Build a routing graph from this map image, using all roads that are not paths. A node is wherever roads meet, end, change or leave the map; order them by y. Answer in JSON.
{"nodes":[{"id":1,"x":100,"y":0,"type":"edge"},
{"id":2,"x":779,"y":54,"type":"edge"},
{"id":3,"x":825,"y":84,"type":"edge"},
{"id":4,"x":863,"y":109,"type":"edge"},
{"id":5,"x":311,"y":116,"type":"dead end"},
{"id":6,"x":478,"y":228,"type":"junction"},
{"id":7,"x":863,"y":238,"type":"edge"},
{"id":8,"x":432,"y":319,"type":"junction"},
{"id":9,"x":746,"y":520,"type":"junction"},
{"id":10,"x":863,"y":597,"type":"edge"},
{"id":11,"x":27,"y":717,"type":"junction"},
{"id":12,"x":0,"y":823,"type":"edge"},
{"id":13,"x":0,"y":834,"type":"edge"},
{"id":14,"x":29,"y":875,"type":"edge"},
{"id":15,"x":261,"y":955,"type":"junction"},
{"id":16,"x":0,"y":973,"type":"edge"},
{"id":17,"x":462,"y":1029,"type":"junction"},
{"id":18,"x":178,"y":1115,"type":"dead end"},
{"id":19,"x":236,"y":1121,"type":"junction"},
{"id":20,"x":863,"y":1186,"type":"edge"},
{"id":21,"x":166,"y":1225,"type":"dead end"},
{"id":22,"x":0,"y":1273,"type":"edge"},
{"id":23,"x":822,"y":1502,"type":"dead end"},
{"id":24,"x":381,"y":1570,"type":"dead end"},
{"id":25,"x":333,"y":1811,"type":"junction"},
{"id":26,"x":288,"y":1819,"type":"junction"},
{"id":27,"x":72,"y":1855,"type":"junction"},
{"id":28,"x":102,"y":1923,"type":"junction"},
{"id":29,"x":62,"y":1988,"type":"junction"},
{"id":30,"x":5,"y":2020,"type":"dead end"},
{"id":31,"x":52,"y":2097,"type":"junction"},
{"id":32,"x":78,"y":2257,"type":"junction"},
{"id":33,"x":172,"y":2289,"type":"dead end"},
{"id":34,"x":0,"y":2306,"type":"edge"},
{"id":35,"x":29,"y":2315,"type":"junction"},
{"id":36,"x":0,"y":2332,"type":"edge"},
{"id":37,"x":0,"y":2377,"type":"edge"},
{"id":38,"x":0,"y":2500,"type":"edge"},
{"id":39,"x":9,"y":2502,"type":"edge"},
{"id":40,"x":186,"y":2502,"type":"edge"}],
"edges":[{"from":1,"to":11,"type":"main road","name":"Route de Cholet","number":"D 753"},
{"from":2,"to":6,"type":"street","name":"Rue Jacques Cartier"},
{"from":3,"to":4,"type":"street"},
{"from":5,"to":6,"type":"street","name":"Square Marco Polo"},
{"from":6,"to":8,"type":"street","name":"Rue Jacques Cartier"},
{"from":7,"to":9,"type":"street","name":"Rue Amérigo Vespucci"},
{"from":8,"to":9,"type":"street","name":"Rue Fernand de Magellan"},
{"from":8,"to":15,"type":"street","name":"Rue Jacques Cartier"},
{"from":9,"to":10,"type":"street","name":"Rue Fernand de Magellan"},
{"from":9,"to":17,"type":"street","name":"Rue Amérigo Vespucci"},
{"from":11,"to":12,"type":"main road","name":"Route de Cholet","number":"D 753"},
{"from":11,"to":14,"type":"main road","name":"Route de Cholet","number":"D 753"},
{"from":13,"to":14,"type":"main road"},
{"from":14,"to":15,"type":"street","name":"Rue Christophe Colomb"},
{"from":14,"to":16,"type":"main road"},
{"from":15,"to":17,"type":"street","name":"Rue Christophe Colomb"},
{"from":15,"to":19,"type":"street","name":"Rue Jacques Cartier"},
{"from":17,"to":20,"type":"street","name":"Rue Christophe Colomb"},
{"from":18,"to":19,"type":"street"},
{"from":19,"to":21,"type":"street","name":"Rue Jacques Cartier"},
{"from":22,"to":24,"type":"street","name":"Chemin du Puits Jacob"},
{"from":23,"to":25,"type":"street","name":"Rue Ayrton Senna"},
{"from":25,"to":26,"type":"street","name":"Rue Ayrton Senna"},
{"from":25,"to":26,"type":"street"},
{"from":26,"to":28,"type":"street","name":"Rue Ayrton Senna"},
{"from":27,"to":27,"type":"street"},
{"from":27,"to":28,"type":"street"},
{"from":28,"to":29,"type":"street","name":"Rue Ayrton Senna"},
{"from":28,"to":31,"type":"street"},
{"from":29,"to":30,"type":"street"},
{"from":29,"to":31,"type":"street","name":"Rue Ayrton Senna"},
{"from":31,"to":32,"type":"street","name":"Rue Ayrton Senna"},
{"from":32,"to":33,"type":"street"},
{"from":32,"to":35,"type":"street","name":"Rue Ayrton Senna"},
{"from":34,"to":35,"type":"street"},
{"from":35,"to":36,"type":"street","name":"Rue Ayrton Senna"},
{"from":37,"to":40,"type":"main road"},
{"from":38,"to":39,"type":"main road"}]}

TASK OBJECTIVE: The string "Jacques" may occur in the listing; show every line where it does.

TASK RESPONSE:
{"from":2,"to":6,"type":"street","name":"Rue Jacques Cartier"},
{"from":6,"to":8,"type":"street","name":"Rue Jacques Cartier"},
{"from":8,"to":15,"type":"street","name":"Rue Jacques Cartier"},
{"from":15,"to":19,"type":"street","name":"Rue Jacques Cartier"},
{"from":19,"to":21,"type":"street","name":"Rue Jacques Cartier"},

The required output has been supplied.